Светлый фон

Я восхищалась ее умением читать беззвучно. Завидовала проворству рук, любовалась ее кротостью. «Да ладно, пустяки», – говорила она, когда хвалили ее вышивку или игру на инструменте, а я восхищалась такой скромностью. Я завидовала ей во всем, но обиднее всего мне было оттого, что у меня нет такой славной мамы. Высокую и статную Жаклин Д’Артуа можно было принять за монахиню. Лицо у нее было вытянутое и печальное, но при этом едва заметно светилось, словно преображенное знаниями. Она знала латынь, испанский и итальянский, писала красиво и без ошибок, а когда читала вслух, завораживала слушателей певучим низким голосом.

Несмотря на всю свою образованность, моя учительница сумела избежать гордыни. Даже улыбалась она всегда сдержанно, и в эти мгновения ее длинный подбородок уменьшался на глазах. Опрятная и добрая, она учила нас с Клэр вместе, но никогда не ставила свою дочь мне в пример, хотя та справлялась с заданиями гораздо лучше меня. Таковы были представления мадам Д’Артуа о такте. Вот только я и сама видела, что Клэр набожнее, музыкальнее и образованнее меня, и понимала, что учительница просто не хочет меня расстраивать.

Как‐то раз я подошла к мадам Д’Артуа, пока Клэр играла этюды, и огласила и без того очевидный всем приговор:

– Я пустоголовая дурочка, а Клэр знает все на свете!

– Вам обеим еще учиться и учиться, – пожала плечами мадам Д’Артуа.

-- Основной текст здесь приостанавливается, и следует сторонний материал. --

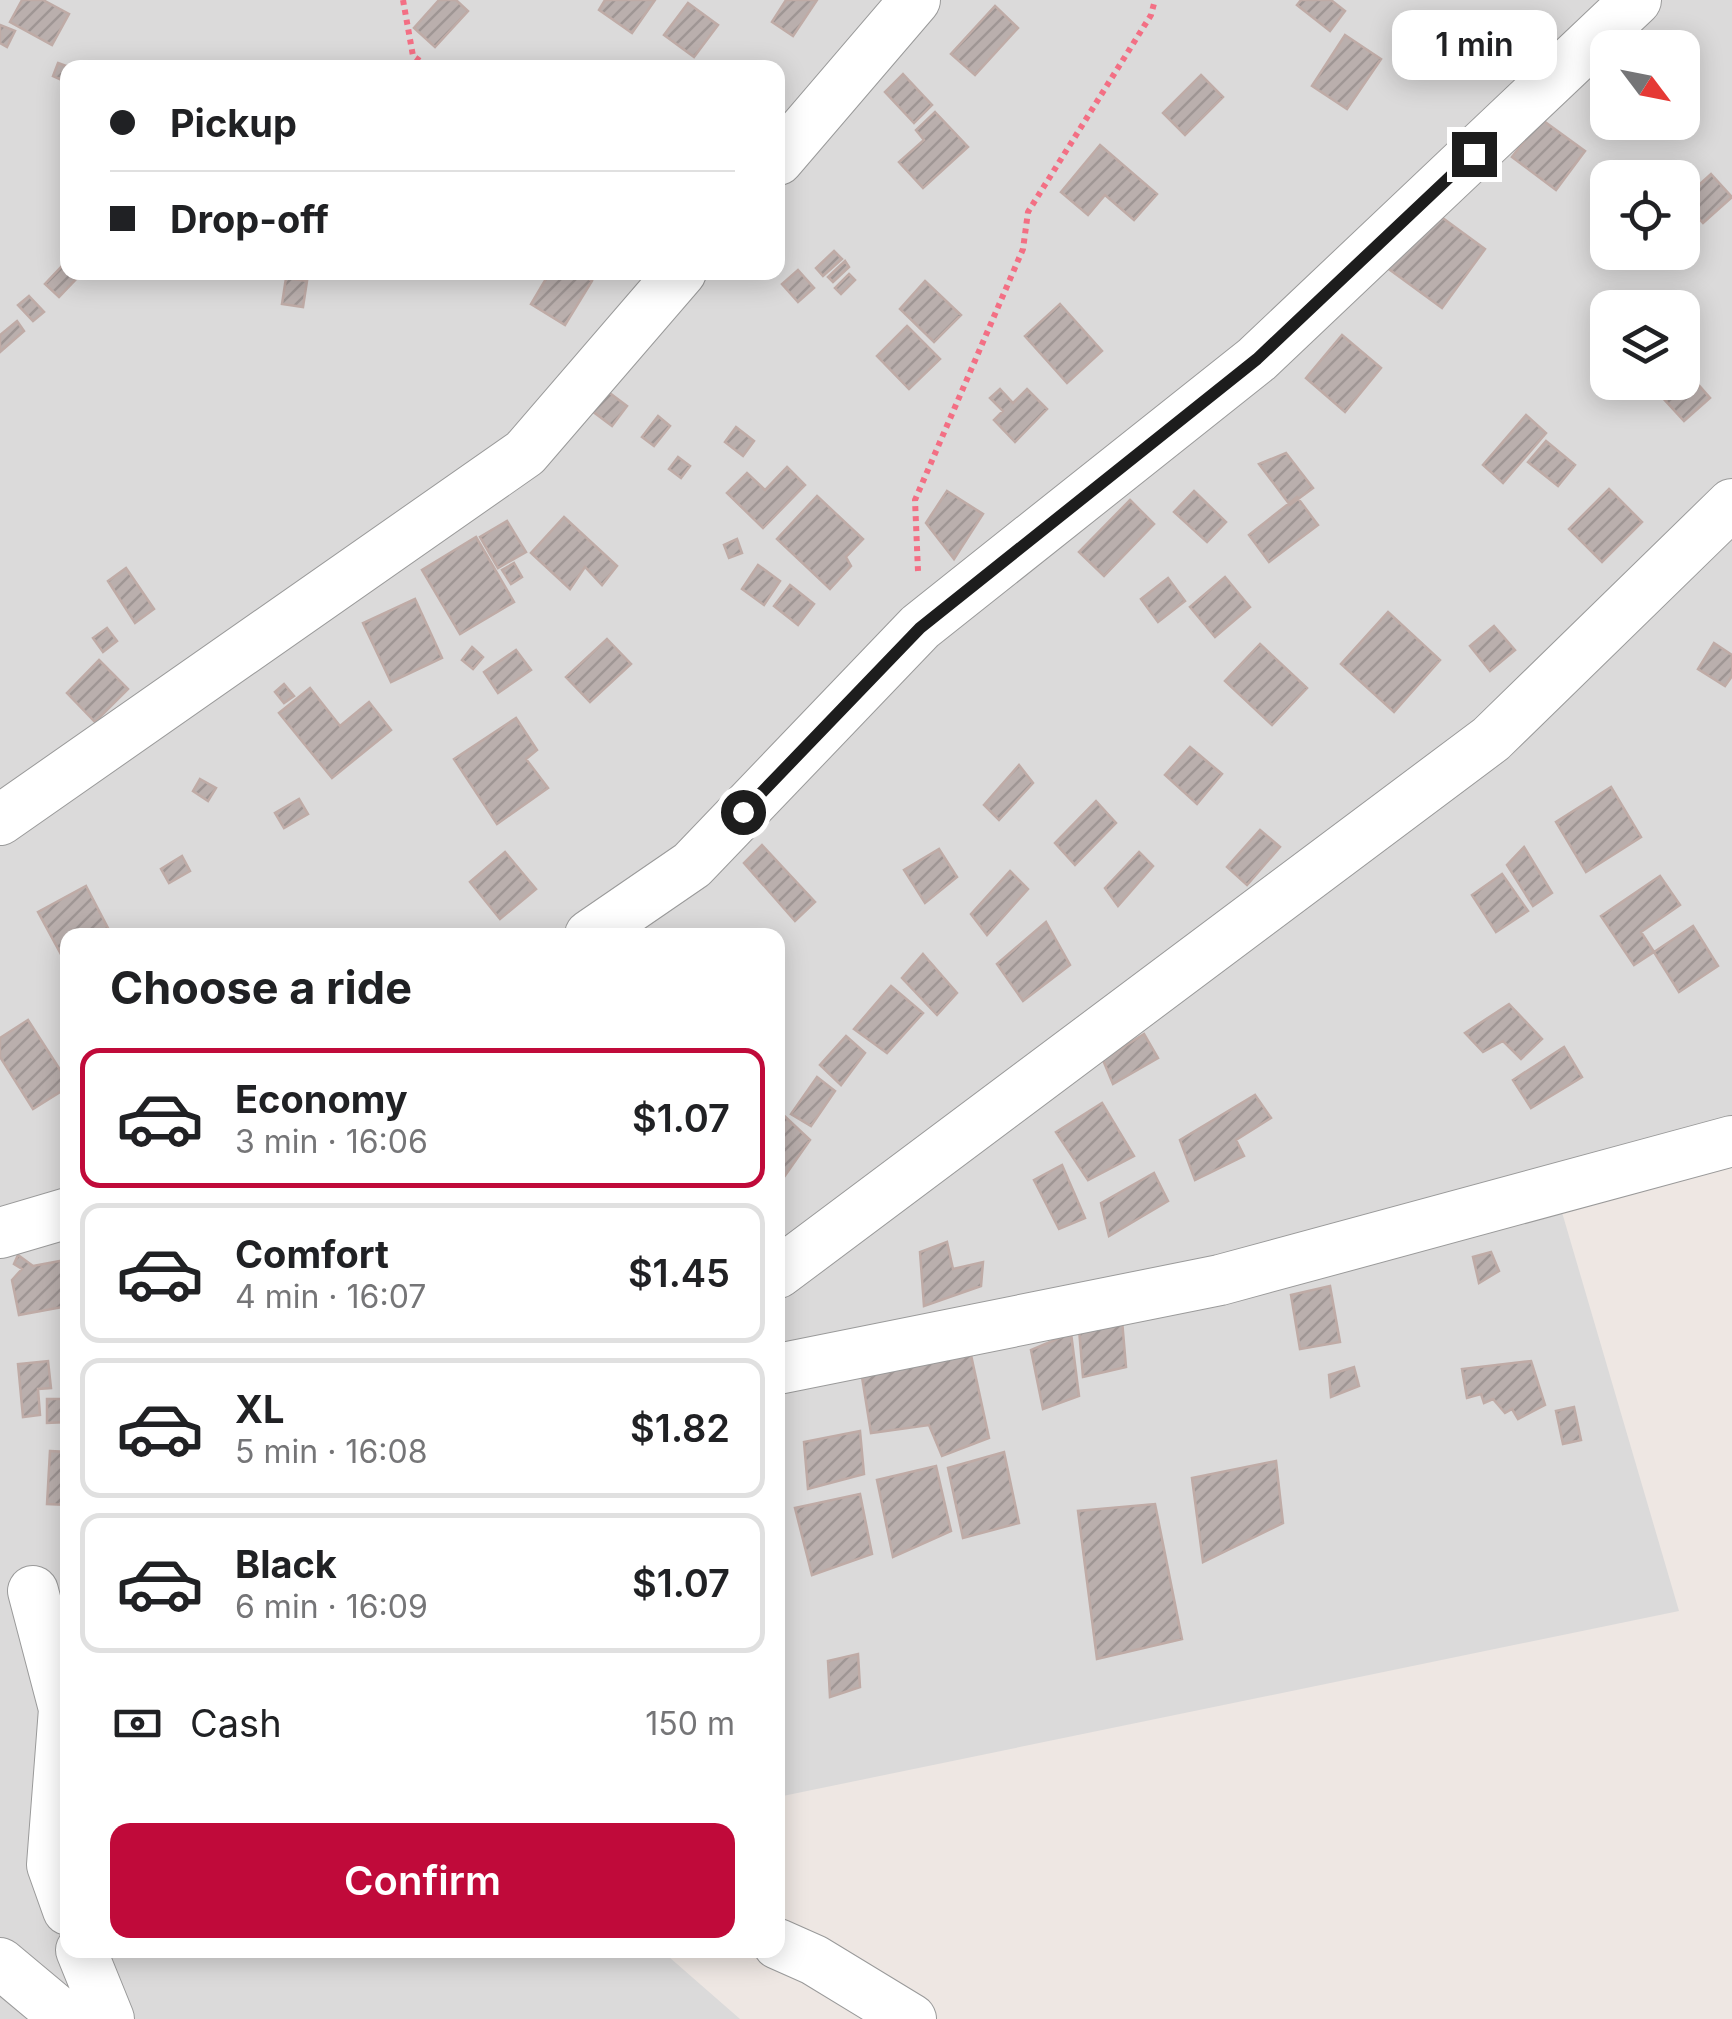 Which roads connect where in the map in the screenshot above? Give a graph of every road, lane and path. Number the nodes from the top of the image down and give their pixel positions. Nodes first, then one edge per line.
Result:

– Нет, – возразила я. – Я тупая как пробка. И не заслуживаю ваших уроков.

– Неправда, – не уступала учительница.

– Чистейшая правда! Вы ведь это тоже видите так же ясно, как я!

– Мы не вправе судить о таком.

– Зато я вправе!

Тут мать Клэр смиренно склонила голову: ей нечего было мне ответить. Переделать за меня вышивку или поправить ошибки в диктанте она могла, но признать мою глупость… нет, для нее это было недопустимо.

– Вы же знаете, что я права.

Мадам Д’Артуа ничего не ответила. Даже если я выходила из себя, она никогда со мной не спорила и не отпускала критических замечаний – просто не могла из-за моего знатного происхождения.

Меня бросило в жар. Клэр с мамой всё делали вместе: и спали, и ели, и читали, и обсуждали святых и древнюю историю. Этой неразлучной парочке никто больше не был нужен. Я же смотрела на них и чувствовала себя попрошайкой, которая клянчит милостыню у порога, хоть у меня имелись и шелковые платья, и дорогая обувь, и птичка, живущая в собственной позолоченной клетке, и столько земель, что взглядом не охватить.

В тот вечер, когда Дамьен меня причесывала, я опустила голову и заплакала.

– Что случилось? – всполошилась няня.

– Они всюду вместе, а у меня никого нет, – ответила я сквозь всхлипы.

– Я, конечно, не такая ученая, но не стоит меня со счетов списывать, – заметила Дамьен.

Мне стало еще грустнее от мысли, что я ее так обидела.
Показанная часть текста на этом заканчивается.